In a preferred embodiment, the treads 179 or wheels 175 are
disposed toward the edges of the gutter cleaning robot 10 so that
they are separated horizontally by a distance of at least about 2
inches. Because drain spouts 52 often have a width in the range of
about two to six inches, the wheels 175 or treads 179 are
preferably disposed apart by a distance sufficient to enable the
gutter cleaning robot 10 to straddle a hole while moving forward
through a rain gutter 51. As an example, the horizontal distance
between the wheels 175 or treads 179 may be chosen from a range
extending from substantially two inches to substantially six
inches.
The wheels 175 or treads 179 may be spring mounted to the chassis
101 of the gutter cleaning robot 10, to increase the traction
pressure applied by the wheels 175 or treads against the side walls
of the rain gutter 51. This increased traction pressure minimizes
torsion caused by the action of the auger 350, and/or may further
ensure that the gutter cleaning robot 10 remains within the rain
gutter 51 during operation, such as when the gutter cleaning robot
10 is performing an escape behavior in response to becoming
stuck.
In FIG. 5, a preferred embodiment is illustrated in which the
gutter cleaning robot 10 includes caterpillar treads 179, and has a
top chassis section 101B and a bottom chassis section 101A that
house the drive system 170, batteries 177 and the auger motor 160.

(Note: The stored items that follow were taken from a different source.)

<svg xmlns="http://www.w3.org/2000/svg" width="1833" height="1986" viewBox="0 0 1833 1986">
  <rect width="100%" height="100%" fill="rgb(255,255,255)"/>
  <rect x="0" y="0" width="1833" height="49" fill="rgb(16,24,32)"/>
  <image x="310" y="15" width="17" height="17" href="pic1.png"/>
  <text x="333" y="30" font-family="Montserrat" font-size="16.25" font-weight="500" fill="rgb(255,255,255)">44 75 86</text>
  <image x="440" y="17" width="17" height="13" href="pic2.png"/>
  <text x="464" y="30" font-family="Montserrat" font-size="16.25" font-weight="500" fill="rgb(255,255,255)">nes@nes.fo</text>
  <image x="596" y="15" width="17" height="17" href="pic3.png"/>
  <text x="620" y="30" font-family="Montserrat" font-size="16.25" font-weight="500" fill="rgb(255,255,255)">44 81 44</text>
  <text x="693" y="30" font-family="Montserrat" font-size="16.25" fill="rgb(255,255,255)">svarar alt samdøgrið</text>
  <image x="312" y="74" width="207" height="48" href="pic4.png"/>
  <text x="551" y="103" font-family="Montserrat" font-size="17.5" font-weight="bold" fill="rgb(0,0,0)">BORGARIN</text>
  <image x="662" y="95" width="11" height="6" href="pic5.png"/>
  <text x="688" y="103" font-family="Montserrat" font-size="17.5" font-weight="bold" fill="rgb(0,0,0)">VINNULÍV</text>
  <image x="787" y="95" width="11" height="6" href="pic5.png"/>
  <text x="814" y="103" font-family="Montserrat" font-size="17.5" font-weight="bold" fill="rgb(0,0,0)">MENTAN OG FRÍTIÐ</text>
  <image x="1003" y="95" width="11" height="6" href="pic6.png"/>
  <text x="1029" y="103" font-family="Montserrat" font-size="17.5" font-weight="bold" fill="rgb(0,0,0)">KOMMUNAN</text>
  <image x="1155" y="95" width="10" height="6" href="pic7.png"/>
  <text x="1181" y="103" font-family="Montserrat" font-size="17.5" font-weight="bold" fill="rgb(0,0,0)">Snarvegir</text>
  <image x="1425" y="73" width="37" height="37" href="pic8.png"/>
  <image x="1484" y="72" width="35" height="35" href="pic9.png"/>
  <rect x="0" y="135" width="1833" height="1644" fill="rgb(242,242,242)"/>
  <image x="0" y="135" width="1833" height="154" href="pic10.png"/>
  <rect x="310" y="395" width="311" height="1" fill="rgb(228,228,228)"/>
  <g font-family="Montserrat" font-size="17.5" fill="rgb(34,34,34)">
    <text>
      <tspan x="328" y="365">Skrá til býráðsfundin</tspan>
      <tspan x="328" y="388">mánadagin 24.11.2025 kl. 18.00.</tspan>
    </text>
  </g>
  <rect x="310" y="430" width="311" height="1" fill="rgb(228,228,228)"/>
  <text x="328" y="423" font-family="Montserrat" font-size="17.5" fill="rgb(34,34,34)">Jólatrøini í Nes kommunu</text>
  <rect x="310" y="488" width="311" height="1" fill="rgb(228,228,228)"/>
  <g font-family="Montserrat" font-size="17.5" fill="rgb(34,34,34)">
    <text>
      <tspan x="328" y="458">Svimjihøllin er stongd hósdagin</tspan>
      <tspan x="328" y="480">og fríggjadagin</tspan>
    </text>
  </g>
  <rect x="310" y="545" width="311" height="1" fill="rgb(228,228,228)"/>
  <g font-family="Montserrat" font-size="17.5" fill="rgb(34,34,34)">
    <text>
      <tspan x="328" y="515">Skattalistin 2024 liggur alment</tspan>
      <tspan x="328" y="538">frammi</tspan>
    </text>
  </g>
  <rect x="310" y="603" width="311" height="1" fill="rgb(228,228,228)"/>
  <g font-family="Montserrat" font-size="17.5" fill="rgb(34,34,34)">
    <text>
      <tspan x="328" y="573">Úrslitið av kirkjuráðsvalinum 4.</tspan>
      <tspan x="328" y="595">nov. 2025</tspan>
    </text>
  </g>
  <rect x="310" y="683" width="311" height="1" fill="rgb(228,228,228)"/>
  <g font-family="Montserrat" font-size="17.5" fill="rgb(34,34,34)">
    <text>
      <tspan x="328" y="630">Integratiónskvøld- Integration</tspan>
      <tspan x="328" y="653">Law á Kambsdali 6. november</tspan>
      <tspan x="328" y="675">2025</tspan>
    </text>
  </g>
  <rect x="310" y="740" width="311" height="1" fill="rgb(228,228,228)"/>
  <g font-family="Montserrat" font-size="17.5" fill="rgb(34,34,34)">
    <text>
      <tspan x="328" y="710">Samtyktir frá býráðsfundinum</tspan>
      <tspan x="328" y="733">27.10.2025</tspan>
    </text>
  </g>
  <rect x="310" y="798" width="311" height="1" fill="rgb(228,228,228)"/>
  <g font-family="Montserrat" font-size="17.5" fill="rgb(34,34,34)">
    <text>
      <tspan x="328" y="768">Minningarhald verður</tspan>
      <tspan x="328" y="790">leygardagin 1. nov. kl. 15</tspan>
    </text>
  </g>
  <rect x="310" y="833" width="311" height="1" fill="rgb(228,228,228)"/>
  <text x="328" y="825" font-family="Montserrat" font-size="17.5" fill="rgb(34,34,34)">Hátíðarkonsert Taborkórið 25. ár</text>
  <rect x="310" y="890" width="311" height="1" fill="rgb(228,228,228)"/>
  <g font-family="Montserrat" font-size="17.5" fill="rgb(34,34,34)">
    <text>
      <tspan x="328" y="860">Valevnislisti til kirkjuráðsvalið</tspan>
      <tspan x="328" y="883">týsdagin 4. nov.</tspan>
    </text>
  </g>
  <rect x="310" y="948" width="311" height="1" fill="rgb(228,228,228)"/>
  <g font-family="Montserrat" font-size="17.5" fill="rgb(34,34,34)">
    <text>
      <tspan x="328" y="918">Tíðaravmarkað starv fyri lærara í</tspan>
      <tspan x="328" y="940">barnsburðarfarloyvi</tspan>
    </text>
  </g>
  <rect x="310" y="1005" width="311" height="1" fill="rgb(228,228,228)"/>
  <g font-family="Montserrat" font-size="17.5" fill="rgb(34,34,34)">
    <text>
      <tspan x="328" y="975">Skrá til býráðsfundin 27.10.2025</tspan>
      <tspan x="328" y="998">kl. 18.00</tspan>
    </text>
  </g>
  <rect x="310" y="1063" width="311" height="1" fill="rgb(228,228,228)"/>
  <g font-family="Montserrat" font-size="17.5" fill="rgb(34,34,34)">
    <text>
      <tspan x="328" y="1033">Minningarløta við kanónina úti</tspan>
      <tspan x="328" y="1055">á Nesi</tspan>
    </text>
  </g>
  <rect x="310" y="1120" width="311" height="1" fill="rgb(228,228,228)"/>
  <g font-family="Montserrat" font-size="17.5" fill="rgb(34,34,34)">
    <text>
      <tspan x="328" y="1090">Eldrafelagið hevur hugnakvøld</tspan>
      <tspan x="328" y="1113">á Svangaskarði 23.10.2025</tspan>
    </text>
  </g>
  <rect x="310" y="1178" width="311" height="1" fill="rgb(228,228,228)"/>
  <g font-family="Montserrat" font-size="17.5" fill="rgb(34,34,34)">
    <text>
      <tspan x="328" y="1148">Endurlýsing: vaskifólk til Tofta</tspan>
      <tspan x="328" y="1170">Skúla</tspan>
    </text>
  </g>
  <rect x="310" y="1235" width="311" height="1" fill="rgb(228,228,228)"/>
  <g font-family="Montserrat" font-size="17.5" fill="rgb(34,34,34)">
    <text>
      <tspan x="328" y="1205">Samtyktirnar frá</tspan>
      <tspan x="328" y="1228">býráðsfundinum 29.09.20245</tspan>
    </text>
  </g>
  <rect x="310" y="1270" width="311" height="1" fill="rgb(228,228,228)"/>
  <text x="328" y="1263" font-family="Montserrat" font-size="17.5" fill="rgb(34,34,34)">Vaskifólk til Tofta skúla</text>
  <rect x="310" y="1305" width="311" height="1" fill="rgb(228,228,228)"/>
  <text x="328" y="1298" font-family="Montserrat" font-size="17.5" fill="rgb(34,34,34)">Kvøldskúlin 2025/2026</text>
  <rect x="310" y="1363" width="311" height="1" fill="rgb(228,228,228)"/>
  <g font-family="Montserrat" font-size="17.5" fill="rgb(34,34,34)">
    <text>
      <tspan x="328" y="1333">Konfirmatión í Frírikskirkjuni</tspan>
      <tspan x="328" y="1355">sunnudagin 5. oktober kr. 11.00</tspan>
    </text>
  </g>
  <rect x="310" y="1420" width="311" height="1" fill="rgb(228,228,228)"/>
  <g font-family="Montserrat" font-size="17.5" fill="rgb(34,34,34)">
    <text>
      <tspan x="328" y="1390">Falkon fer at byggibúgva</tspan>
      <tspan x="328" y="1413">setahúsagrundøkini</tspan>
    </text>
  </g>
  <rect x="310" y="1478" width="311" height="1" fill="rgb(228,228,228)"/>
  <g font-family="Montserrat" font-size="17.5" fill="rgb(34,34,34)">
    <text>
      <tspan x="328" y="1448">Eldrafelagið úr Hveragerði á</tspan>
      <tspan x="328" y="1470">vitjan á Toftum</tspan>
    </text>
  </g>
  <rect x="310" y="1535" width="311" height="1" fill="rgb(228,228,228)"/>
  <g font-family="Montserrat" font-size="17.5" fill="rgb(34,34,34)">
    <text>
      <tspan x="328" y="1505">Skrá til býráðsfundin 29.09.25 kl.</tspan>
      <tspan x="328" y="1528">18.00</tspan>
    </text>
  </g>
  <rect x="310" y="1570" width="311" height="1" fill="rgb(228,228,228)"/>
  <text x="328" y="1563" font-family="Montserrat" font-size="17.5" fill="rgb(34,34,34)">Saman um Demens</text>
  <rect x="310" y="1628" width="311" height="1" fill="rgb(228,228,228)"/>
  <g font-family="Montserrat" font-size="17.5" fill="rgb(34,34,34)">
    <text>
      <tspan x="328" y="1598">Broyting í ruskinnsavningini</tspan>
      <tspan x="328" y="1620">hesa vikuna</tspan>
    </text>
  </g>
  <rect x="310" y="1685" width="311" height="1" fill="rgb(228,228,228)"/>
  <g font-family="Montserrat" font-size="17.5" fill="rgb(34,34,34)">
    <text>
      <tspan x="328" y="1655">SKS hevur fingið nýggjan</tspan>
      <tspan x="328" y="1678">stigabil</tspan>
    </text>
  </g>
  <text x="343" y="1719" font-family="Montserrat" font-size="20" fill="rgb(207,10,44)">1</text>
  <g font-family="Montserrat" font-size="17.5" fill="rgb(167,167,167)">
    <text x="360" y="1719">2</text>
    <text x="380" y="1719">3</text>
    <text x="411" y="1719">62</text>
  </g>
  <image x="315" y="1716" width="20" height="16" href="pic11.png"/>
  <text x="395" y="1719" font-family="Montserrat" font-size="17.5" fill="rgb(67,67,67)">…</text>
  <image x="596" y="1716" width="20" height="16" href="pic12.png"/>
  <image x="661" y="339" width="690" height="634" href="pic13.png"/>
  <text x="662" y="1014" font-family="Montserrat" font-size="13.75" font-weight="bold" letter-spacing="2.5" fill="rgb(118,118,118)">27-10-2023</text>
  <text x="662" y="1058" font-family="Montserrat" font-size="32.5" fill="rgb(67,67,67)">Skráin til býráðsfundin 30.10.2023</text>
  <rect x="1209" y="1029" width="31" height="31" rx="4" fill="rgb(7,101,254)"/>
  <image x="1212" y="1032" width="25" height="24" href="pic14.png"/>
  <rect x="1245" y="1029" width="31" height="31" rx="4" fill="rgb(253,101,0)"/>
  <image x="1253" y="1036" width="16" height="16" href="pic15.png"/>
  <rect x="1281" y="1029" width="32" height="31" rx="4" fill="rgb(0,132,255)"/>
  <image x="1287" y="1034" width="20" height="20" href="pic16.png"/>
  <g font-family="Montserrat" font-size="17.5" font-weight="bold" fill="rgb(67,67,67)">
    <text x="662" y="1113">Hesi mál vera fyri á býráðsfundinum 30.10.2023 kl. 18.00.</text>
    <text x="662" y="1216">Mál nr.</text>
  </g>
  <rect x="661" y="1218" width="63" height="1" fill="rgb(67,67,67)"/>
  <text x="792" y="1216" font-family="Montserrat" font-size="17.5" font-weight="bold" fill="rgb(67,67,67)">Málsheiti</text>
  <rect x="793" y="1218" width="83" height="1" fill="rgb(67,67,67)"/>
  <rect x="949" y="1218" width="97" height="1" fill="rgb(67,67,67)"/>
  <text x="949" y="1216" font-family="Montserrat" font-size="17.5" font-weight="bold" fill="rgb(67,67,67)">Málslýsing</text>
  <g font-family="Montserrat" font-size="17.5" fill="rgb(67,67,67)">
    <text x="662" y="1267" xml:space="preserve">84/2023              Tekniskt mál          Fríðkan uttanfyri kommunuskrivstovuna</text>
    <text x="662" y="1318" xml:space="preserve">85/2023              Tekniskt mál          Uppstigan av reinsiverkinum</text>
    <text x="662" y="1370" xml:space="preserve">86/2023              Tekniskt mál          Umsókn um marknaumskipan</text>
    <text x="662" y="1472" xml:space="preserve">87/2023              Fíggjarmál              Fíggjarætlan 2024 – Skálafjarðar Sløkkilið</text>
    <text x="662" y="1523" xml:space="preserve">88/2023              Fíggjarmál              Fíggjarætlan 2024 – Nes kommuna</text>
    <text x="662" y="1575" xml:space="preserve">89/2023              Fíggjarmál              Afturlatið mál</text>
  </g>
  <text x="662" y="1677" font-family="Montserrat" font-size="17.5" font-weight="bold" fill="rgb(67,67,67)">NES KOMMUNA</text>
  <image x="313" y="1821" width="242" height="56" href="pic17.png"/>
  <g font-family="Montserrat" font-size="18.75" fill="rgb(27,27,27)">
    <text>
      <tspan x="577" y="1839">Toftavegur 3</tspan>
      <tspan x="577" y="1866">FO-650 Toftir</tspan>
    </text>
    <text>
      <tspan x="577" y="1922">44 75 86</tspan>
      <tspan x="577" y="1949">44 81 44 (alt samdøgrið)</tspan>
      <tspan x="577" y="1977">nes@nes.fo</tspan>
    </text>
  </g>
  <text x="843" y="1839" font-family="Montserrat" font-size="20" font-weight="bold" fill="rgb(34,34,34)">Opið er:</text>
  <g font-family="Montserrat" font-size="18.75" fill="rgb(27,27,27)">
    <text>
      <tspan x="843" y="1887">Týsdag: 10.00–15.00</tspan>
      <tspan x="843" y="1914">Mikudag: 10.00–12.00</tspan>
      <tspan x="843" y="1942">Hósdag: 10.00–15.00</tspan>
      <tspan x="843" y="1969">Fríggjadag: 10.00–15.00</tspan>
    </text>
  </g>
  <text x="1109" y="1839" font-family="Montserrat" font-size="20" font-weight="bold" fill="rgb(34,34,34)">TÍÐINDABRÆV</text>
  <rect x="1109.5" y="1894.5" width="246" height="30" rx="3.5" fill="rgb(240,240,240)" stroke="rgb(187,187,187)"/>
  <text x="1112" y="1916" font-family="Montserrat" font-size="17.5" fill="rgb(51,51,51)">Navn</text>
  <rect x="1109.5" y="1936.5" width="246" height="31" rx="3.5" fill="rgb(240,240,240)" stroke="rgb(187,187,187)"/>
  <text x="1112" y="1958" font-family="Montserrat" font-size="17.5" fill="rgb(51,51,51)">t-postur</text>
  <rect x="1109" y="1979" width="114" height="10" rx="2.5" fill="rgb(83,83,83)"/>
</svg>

The batteries 177 are disposed substantially laterally in an
in-line arrangement, so as to minimize the necessary height of the
chassis sections 101A, 101B. The top and bottom chassis sections
101A, 101B are contoured so as to closely conform to the shape of
the components housed therewithin, providing a compact,
substantially flat profile of the assembled gutter cleaning robot
10. Accordingly, the height of the gutter cleaning robot 10 may be
minimized, and overhead clearance optimized.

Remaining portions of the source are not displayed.